A number of East Coast based customers of World of Warcraft have been experiencing connection delays and uncomfortable lag – and no one seems to know exactly where the problem is.
The New York Post says that Blizzard is blaming Time Warner Cable is for the problem:
“The only commonality between all the players experiencing these disconnects and extreme latency is Time Warner/Road Runner,” the company said in a June 23 support post.
But the Digital Communications Director for Time Warner has said that the lags and disconnections are not on their end and points to the traceroutes as evidence.
Take a look at some of the traceroutes posted to the thread in question … starting here, at comment #446: http://tinyurl.com/5gqe27
If you follow the commenter’s posted trace results, you’ll notice that it’s only on TWC’s Roadrunner (rr) network for the first 6 hops — with maximum response times of 10 ms. The response time jumps drastically at hop # 11 — when the trace is no longer on the Roadrunner network.
Scroll down further on the same page to comment #456, and you’ll see something similar — a giant leap in lag times. However, this trace never touches our network. It starts at Verizon, goes to Alter.net at hop #5, and then jumps to ATT.net’s network at hop #8. Hop #9 shows a response time of 114 ms — quite a jump from the 49ms at hop #8.
So, what’s going on?
One of the theories is that Time Warner is lying and is throttling World of Warcraft traffic, considering all the bad blood between savvy broadband users and major ISPs over BitTorrent throttling.

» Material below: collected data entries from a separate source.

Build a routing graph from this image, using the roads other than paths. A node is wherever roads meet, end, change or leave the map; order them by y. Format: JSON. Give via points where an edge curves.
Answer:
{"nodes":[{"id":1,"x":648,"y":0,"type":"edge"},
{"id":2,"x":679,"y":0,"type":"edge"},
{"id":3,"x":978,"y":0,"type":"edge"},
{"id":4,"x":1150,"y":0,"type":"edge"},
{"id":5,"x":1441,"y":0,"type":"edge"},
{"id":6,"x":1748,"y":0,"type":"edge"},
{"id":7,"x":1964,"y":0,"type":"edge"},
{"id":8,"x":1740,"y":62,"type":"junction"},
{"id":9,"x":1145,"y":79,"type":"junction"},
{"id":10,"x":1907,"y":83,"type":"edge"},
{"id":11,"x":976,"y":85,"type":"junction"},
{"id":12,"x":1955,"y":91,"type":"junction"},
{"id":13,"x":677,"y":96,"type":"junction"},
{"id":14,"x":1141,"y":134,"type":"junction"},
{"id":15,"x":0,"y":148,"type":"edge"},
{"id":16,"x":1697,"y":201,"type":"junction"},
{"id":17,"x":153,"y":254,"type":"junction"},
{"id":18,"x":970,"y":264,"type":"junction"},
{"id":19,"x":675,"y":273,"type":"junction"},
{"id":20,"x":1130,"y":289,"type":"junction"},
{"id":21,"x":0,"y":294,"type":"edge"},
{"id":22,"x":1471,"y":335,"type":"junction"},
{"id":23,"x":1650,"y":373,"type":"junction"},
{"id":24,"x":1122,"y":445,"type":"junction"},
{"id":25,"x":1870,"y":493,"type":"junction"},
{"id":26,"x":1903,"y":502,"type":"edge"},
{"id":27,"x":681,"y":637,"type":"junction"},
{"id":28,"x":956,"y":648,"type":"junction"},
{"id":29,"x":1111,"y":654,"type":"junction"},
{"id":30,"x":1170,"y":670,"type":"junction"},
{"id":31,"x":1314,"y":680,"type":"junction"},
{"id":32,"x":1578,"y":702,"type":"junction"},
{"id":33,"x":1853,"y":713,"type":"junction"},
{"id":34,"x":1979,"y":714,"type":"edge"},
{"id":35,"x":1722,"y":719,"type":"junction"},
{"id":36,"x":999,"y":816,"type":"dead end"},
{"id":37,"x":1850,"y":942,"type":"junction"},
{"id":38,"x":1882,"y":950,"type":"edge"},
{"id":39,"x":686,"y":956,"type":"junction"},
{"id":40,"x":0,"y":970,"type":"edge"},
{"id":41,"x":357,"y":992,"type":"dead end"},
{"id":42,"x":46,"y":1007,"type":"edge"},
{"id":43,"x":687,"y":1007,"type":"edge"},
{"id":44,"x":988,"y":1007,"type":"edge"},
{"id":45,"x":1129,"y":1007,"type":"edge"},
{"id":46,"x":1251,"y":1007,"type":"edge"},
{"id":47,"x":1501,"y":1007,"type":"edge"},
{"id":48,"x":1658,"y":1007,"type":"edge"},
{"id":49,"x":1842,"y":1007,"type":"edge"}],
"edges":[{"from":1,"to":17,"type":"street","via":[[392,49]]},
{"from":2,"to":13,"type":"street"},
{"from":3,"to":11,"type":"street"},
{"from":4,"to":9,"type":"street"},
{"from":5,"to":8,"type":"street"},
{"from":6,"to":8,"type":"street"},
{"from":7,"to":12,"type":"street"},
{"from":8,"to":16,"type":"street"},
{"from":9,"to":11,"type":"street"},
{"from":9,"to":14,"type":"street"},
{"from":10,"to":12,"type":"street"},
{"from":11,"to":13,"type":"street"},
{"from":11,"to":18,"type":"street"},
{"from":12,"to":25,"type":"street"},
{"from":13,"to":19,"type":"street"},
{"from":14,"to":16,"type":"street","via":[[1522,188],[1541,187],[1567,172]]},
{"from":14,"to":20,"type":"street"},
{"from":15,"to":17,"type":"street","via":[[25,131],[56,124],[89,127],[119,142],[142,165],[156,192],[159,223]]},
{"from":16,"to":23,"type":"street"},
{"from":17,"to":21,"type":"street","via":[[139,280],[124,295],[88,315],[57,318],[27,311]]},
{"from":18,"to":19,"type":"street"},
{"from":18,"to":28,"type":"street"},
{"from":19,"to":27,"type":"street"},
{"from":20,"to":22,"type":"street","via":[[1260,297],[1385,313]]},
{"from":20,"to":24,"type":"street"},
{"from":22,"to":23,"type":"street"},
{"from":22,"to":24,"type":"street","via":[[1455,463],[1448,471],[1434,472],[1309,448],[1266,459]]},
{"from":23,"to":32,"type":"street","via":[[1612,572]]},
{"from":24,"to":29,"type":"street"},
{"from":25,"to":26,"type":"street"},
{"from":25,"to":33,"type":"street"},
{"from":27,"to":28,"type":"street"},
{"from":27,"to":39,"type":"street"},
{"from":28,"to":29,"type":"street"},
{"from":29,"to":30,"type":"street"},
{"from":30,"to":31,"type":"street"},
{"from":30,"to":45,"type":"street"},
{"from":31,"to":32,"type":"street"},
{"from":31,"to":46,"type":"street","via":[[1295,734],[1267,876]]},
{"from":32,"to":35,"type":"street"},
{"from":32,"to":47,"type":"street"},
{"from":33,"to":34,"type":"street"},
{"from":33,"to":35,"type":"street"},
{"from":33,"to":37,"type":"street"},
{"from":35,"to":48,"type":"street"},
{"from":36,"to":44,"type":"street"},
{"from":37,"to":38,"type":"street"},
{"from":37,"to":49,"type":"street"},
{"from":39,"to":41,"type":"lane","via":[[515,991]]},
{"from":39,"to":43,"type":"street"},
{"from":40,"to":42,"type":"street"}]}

And while I can’t prove that they’re not doing so, I have to admit that the theory doesn’t seem very likely because of the nature of World of Warcraft.
See, MMORPGs care more about latency than bandwidth. While patch downloads can be huge, the majority of the content of WoW requires low latency to provide instant responses to actions. Latency, in WoW can result in an annoyingly choppy game, and a multi-hundred millisecond delay may be the difference between slain dragon or hobbit pâté.
So from a bandwidth-saving perspective, a ISP wouldn’t have a whole lot of motive in blocking World of Warcraft or other MMORPGs.
Additionally, Comcast, Time Warner, and other cable companies were rumored to use BitTorrent throttling because both legal and copyright infringed video files competed with the standard television cable offerings of those companies. This also doesn’t seem to be the case – as while more generally, time spent playing WoW is time not spent watching TV, it’s not a specific competition. Indeed, MMORPGs are one of the key drivers for broadband speeds in the U.S., and I have trouble believing that TW or any other company would knowingly interfere with such a cash cow.
Indeed, I believe that TW might be reaching out to users to find out more about the problem because TW might be interested in solving the problem instead of losing customers to other ISPs like Verizon FIOS.
Of course, I don’t know anything – and I wish that I had some inside information to figure out what was going on and solve the problem. Not only would I look like a genius but every one of my friends who plays World of Warcraft would hoist me on their shoulders, and treat me like a Lich King for a Day. Sadly, I think that it’s going to take Blizzard and TWC together to try to triangulate why this problem is happening.